2. diretto differenziazione e crioconservazione di hPSC-derivati LESCs

  1. Preparazioni
    1. Preparare medio basale senza xeno induzione (induzione basale medio): supplemento Dulbecco modificato medio dell'Aquila (specificamente KnockOut DMEM) con sostituzione di 15% siero privo di xeno (particolare CTS KnockOut SR XenoFree), 2 mM L-Glutammina, 0,1 mM 2 - mercaptoetanolo, 1% non essenziali aminoacidi e 50 U/mL penicillina-streptomicina. Utilizzare il mezzo di induzione basale entro due settimane.
    2. Preparare i supporti per induzione cornea nella coltura di sospensione.
      1. 1 ° giorno: Supplemento medio basale induzione con 5 μM blebbistatin.
      2. Giorno 2: Supplemento medio basale induzione con 10 µM SB-505124 e 50 ng/mL fattore di crescita umano di base del fibroblasto (bFGF).
      3. Giorno 3-4: mezzo di induzione basale integratore con 25 proteina morfogenetica dell'osso ng/mL 4 (BMP-4).
    3. Preparare mezzo di differenziazione di epitelio corneale (mezzo di differenziazione, in particolare CnT-30) per cultura aderente: aggiungere supplementi al basale medio secondo le istruzioni del produttore e aggiungere 50 U/mL penicillina-streptomicina.
      Nota: Formulazione di medie di differenziazione è sensibile alla luce.
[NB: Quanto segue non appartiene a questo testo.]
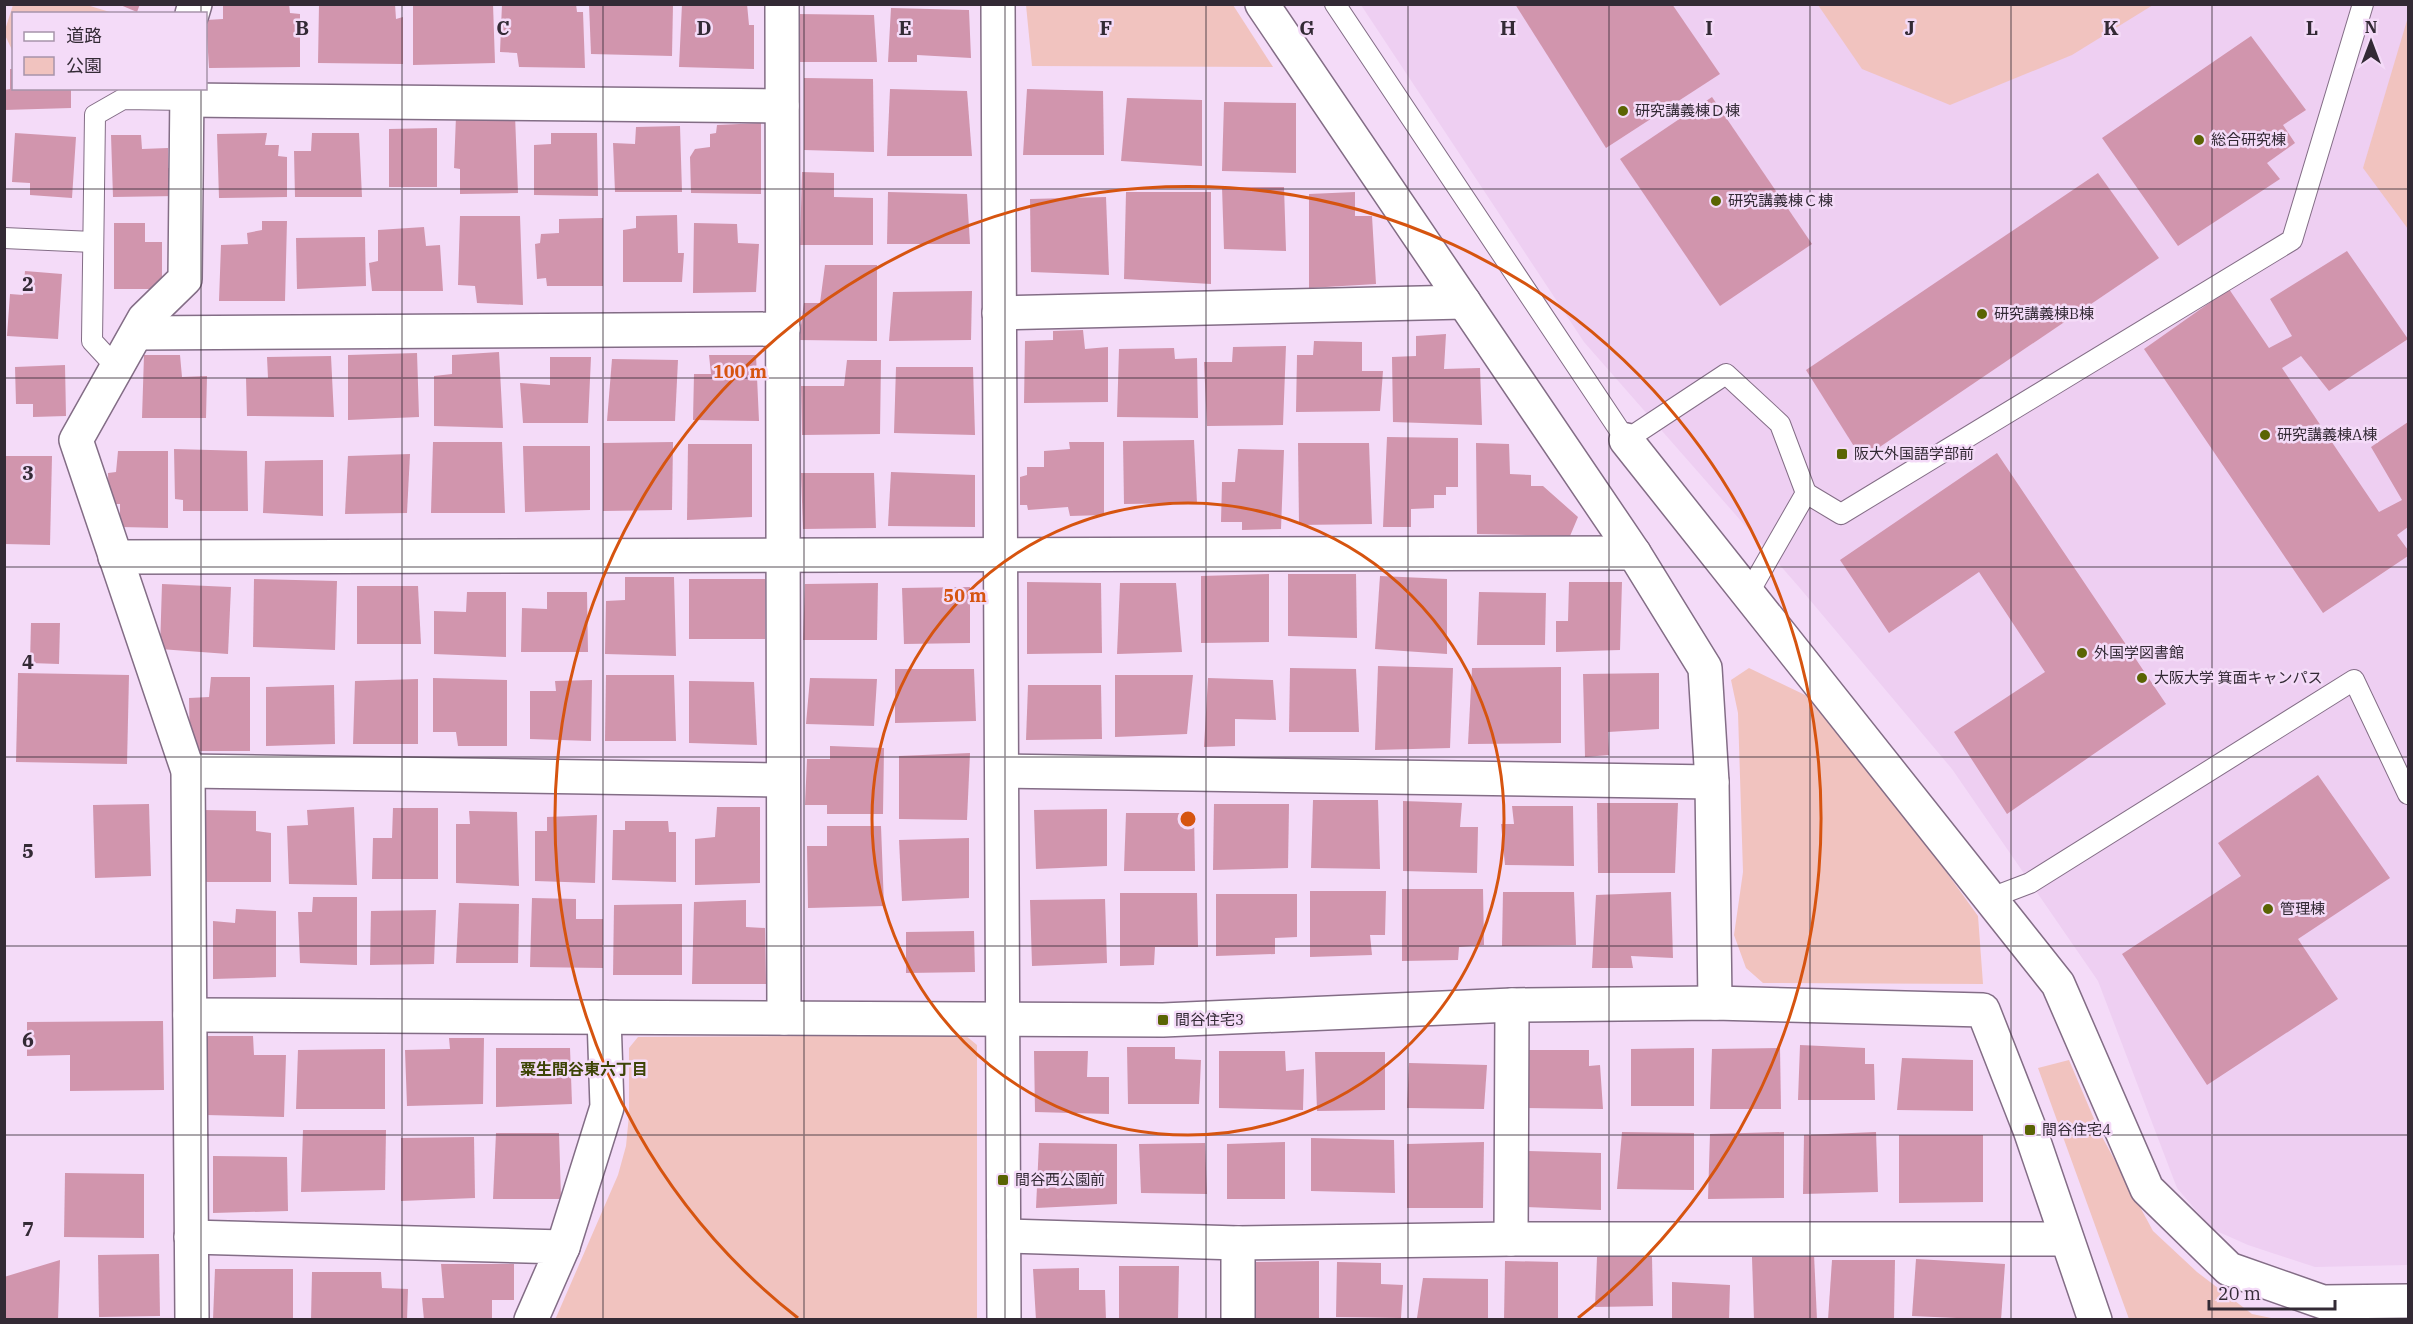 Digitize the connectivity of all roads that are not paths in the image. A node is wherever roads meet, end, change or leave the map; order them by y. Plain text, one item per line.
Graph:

Utilizzare il mezzo di differenziazione completati entro 6 settimane dalla data di completamento.
    4. Cappotto piatti di coltura del tessuto di 100mm per differenziazione aderente (Vedi punto 2.3) con una miscela di 5 µ g/cm2 placentare umana di collagene tipo IV (col IV) e 0,5 µ g/cm2 LN-521 diluito in 1 x DPBS contenente Ca2 + e Mg2 +, in un totale rivestimento volume di 5 mL per ogni piatto. Preparare e conservare i rivestimenti con col IV e LN-521 come descritto in 1.1.1.3.
  2. Fase i: induzione cornea in coltura in sospensione
    1. Pre-riscaldare tutti i materiali necessari e reagenti per RT nella cappa a flusso laminare.
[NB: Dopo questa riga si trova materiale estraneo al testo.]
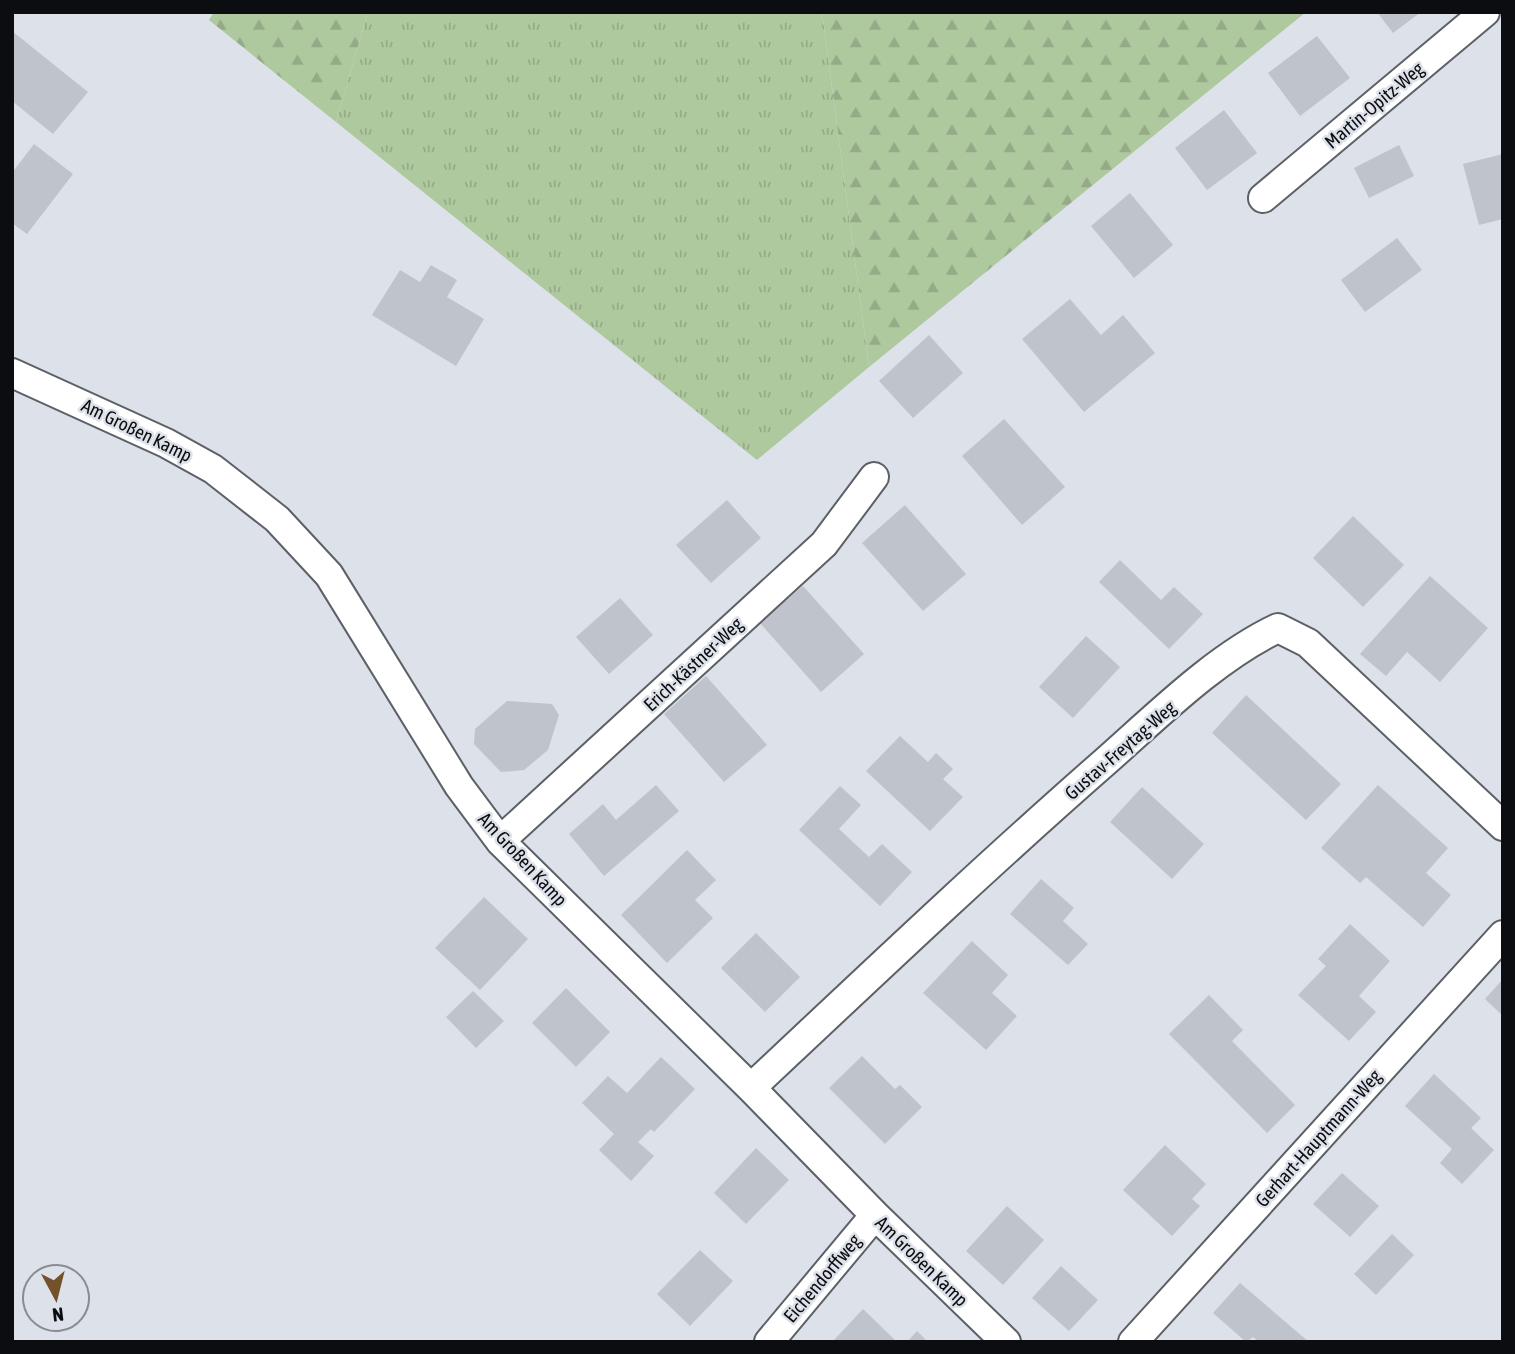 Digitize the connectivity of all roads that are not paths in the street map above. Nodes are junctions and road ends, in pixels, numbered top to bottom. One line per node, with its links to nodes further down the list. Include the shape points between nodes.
1 (1485, 12): 2 (street, Martin-Opitz-Weg)
2 (1263, 198)
3 (12, 373): 6 (street, Am Großen Kamp, via 213,468 277,519 329,575 452,775)
4 (874, 477): 6 (street, Erich-Kästner-Weg, via 824,544)
5 (1503, 826): 8 (street, Gustav-Freytag-Weg, via 1308,643 1278,628 1254,639 1161,713 1009,846)
6 (500, 841): 8 (street, Am Großen Kamp)
7 (1503, 935): 12 (street, Gerhart-Hauptmann-Weg)
8 (751, 1088): 9 (street, Am Großen Kamp)
9 (875, 1215): 10 (street, Eichendorffweg); 11 (street, Am Großen Kamp)
10 (769, 1342)
11 (1006, 1342)
12 (1133, 1342)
    2. Staccare hPSCs FF a sospensione unicellulare con tripsina-EDTA privo di xeno come indicato nella procedura 1.3.2.1–1.3.2.6. Contare le celle e distribuire 2-3 x 106 cellule per attacco basso 6 pozzetti bene, nel volume totale di 3 mL di terreno di induzione basale completato con 5 μM blebbistatin per indurre la formazione di EB durante la notte a 37 ° C, 5% CO2 (giorno 1).
    3. Il giorno seguente (giorno 2), rimuovere il supporto e sostituire con 3 mL di medium basale induzione supplementato con 10 µM SB-505124 e 50 ng/mL bFGF.
    4. Il seguente due giorni (giorni 3 – 4), rimuovere il supporto e sostituire con 3 mL di terreno di induzione basale completato con 25 ng/mL BMP-4.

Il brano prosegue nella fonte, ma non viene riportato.